Comparison of nasopharyngeal aspirate and saliva in the detection of live influenza virus

Abstract

Influenza virus is of great concern for healthcare practitioners and scientists due to the high transmissibility, mortality and morbidity. Influenza virus can cause severe viral pneumonia. Several epidemic and pandemic outbreaks were found to be caused by influenza virus, including H1N1 pandemic in 1918, H2N2 pandemic in 1957, H3N2 pandemic in 1968 and H1N1 pandemic in 2009. Clinical specimens commonly used for detection of influenza virus include nasopharyngeal aspirate/swab and throat swab.
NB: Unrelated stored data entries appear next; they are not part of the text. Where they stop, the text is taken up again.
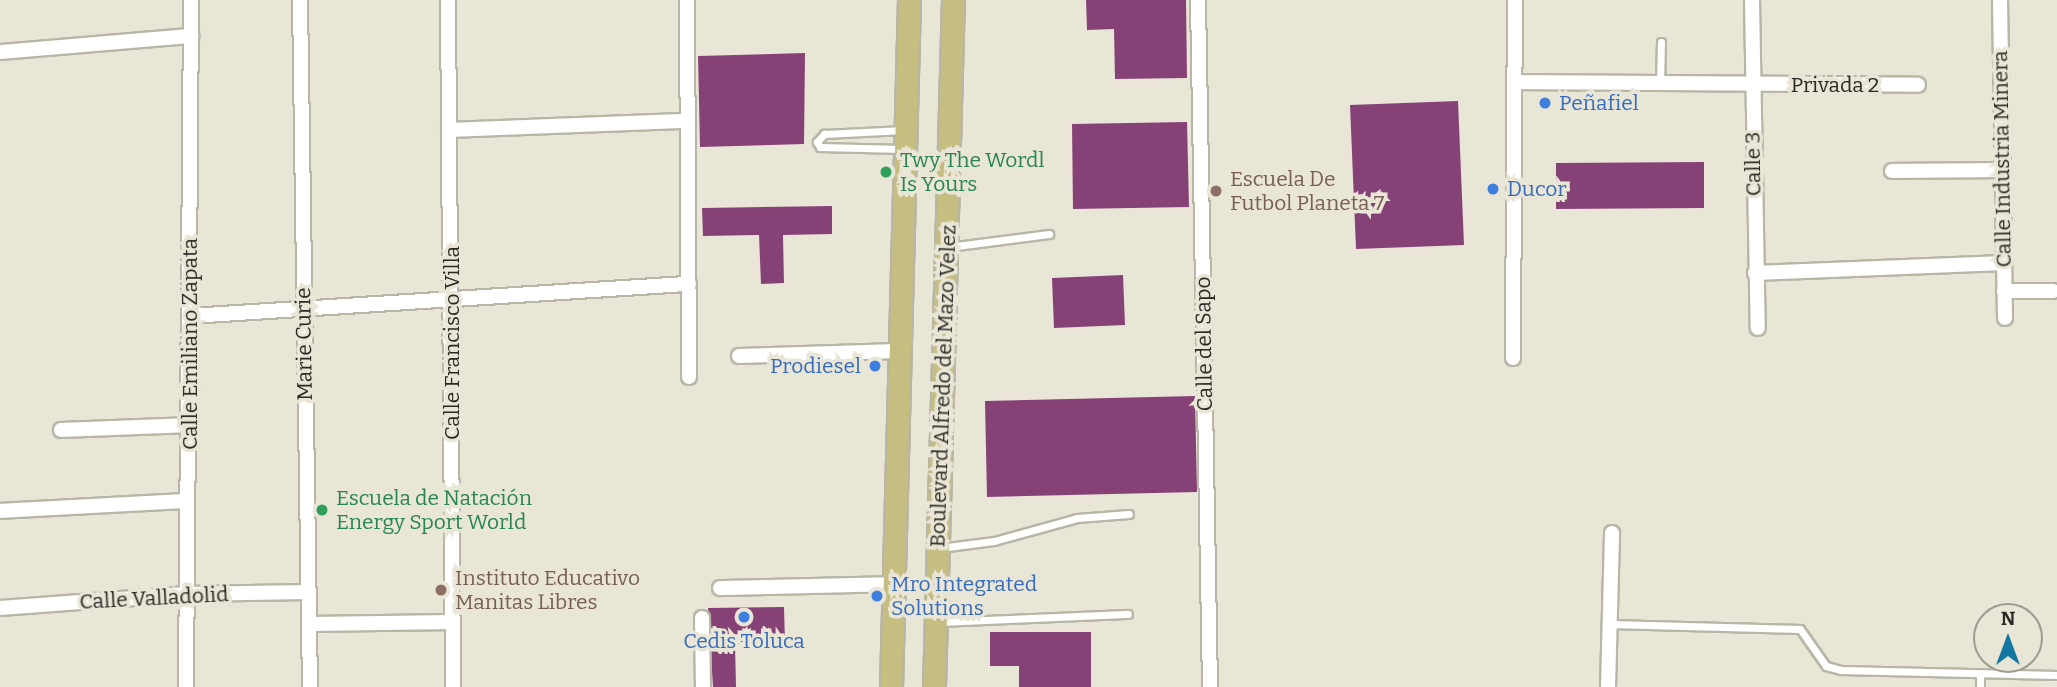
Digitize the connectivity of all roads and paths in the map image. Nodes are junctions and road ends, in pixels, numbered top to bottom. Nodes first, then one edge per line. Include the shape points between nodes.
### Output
1 (191, 0) edge
2 (300, 0) edge
3 (448, 0) edge
4 (687, 0) edge
5 (908, 0) edge
6 (953, 0) edge
7 (1198, 0) edge
8 (1515, 0) edge
9 (1752, 0) edge
10 (2000, 0) edge
11 (191, 36) junction
12 (1661, 42) dead end
13 (0, 52) edge
14 (1515, 82) junction
15 (1660, 83) junction
16 (1752, 85) junction
17 (1918, 85) dead end
18 (687, 121) junction
19 (449, 130) junction
20 (905, 139) junction
21 (2001, 170) junction
22 (1892, 171) dead end
23 (1049, 234) dead end
24 (947, 247) junction
25 (2004, 264) junction
26 (1755, 273) junction
27 (690, 284) junction
28 (2004, 291) junction
29 (2053, 292) dead end
30 (452, 298) junction
31 (303, 311) junction
32 (191, 316) junction
33 (2005, 318) dead end
34 (1758, 328) dead end
35 (898, 351) junction
36 (739, 356) dead end
37 (1513, 358) dead end
38 (690, 377) dead end
39 (191, 425) junction
40 (61, 430) dead end
41 (187, 501) junction
42 (0, 511) edge
43 (1129, 514) dead end
44 (1612, 533) dead end
45 (939, 548) junction
46 (892, 584) junction
47 (720, 588) dead end
48 (308, 592) junction
49 (187, 594) junction
50 (0, 608) edge
51 (1128, 614) dead end
52 (702, 618) dead end
53 (453, 622) junction
54 (937, 622) junction
55 (309, 624) junction
56 (1610, 624) junction
57 (1980, 674) junction
58 (2057, 676) edge
59 (186, 687) edge
60 (310, 687) edge
61 (453, 687) edge
62 (703, 687) edge
63 (891, 687) edge
64 (934, 687) edge
65 (1210, 687) edge
66 (1608, 687) edge
67 (1980, 687) edge

1 - 11 street, Calle Emiliano Zapata
2 - 31 street, Marie Curie
3 - 19 street, Calle Francisco Villa
4 - 18 street
5 - 20 main road, Boulevard Alfredo del Mazo Velez
6 - 24 main road, Boulevard Alfredo del Mazo Velez
7 - 65 street, Calle del Sapo
8 - 14 street
9 - 16 street, Calle 3
10 - 21 street, Calle Industria Minera
11 - 13 street
11 - 32 street, Calle Emiliano Zapata
12 - 15 lane
14 - 15 street, Privada 2
14 - 37 street
15 - 16 street, Privada 2
16 - 17 street, Privada 2
16 - 26 street, Calle 3
18 - 19 street
18 - 27 street
19 - 30 street, Calle Francisco Villa
20 - 20 lane via 824,134 817,142 820,147
20 - 35 main road, Boulevard Alfredo del Mazo Velez
21 - 22 street
21 - 25 street, Calle Industria Minera
23 - 24 lane
24 - 45 main road, Boulevard Alfredo del Mazo Velez
25 - 26 street
25 - 28 street, Calle Industria Minera
26 - 34 street, Calle 3
27 - 30 street
27 - 38 street
28 - 29 street
28 - 33 street, Calle Industria Minera
30 - 31 street
30 - 53 street, Calle Francisco Villa
31 - 32 street
31 - 48 street, Marie Curie
32 - 39 street, Calle Emiliano Zapata
35 - 36 street
35 - 46 main road, Boulevard Alfredo del Mazo Velez
39 - 40 street
39 - 41 street, Calle Emiliano Zapata
41 - 42 street
41 - 49 street, Calle Emiliano Zapata
43 - 45 lane via 1077,518 993,541
44 - 56 street
45 - 54 main road, Boulevard Alfredo del Mazo Velez
46 - 47 street
46 - 63 main road, Boulevard Alfredo del Mazo Velez
48 - 49 street, Calle Valladolid
48 - 55 street, Marie Curie
49 - 50 street, Calle Valladolid
49 - 59 street, Calle Emiliano Zapata
51 - 54 lane
52 - 62 street
53 - 55 street
53 - 61 street, Calle Francisco Villa
54 - 64 main road, Boulevard Alfredo del Mazo Velez
55 - 60 street, Marie Curie
56 - 57 lane via 1800,629 1832,668
56 - 66 street
57 - 58 lane
57 - 67 lane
The collection procedure would also cause discomfort to patients and pose risks for both patients and healthcare workers. Several groups have studied the use of saliva as an alternative specimen for detection of influenza viruses with molecular methods. However, viral culture was not performed in those studies. Therefore, it was unclear whether live virus was present in the saliva. In this study, we aim to evaluate the performance of nasopharyngeal aspirate and saliva in culturing influenza virus. Saliva and NPA specimens from 82 adult patients were collected from February, 2015 to February, 2016. Among them, 40 participants were female and 42 were male. Fifty of them were aged >65 years and 32 of them were aged between 18 and 65 years. The result of viral culture in this study was similar in both NPA and saliva specimen. The positive rate for NPA was 28%(23/82) and that for saliva was 24%(20/82). Viral culture was positive in NPA only for 11%(9/82) and saliva only for 7%(6/82). The positive rate for viral culture would be increased by 26% if both NPA and saliva specimens were collected for viral culture when compared with NPA alone. Gene sequencing showed that one patient had a threonine at amino acid position 160 of the haemagglutinin (HA) protein from the NPA specimen, but a mixed population of threonine and lysine was found at the same position in the saliva specimen of the same patient. The findings in this study suggest that viral culture using both saliva and NPA will increase the positive rate of viral culture of influenza virus. Furthermore, viral culture from saliva may also identify virus quasispecies that are not present in the NPA.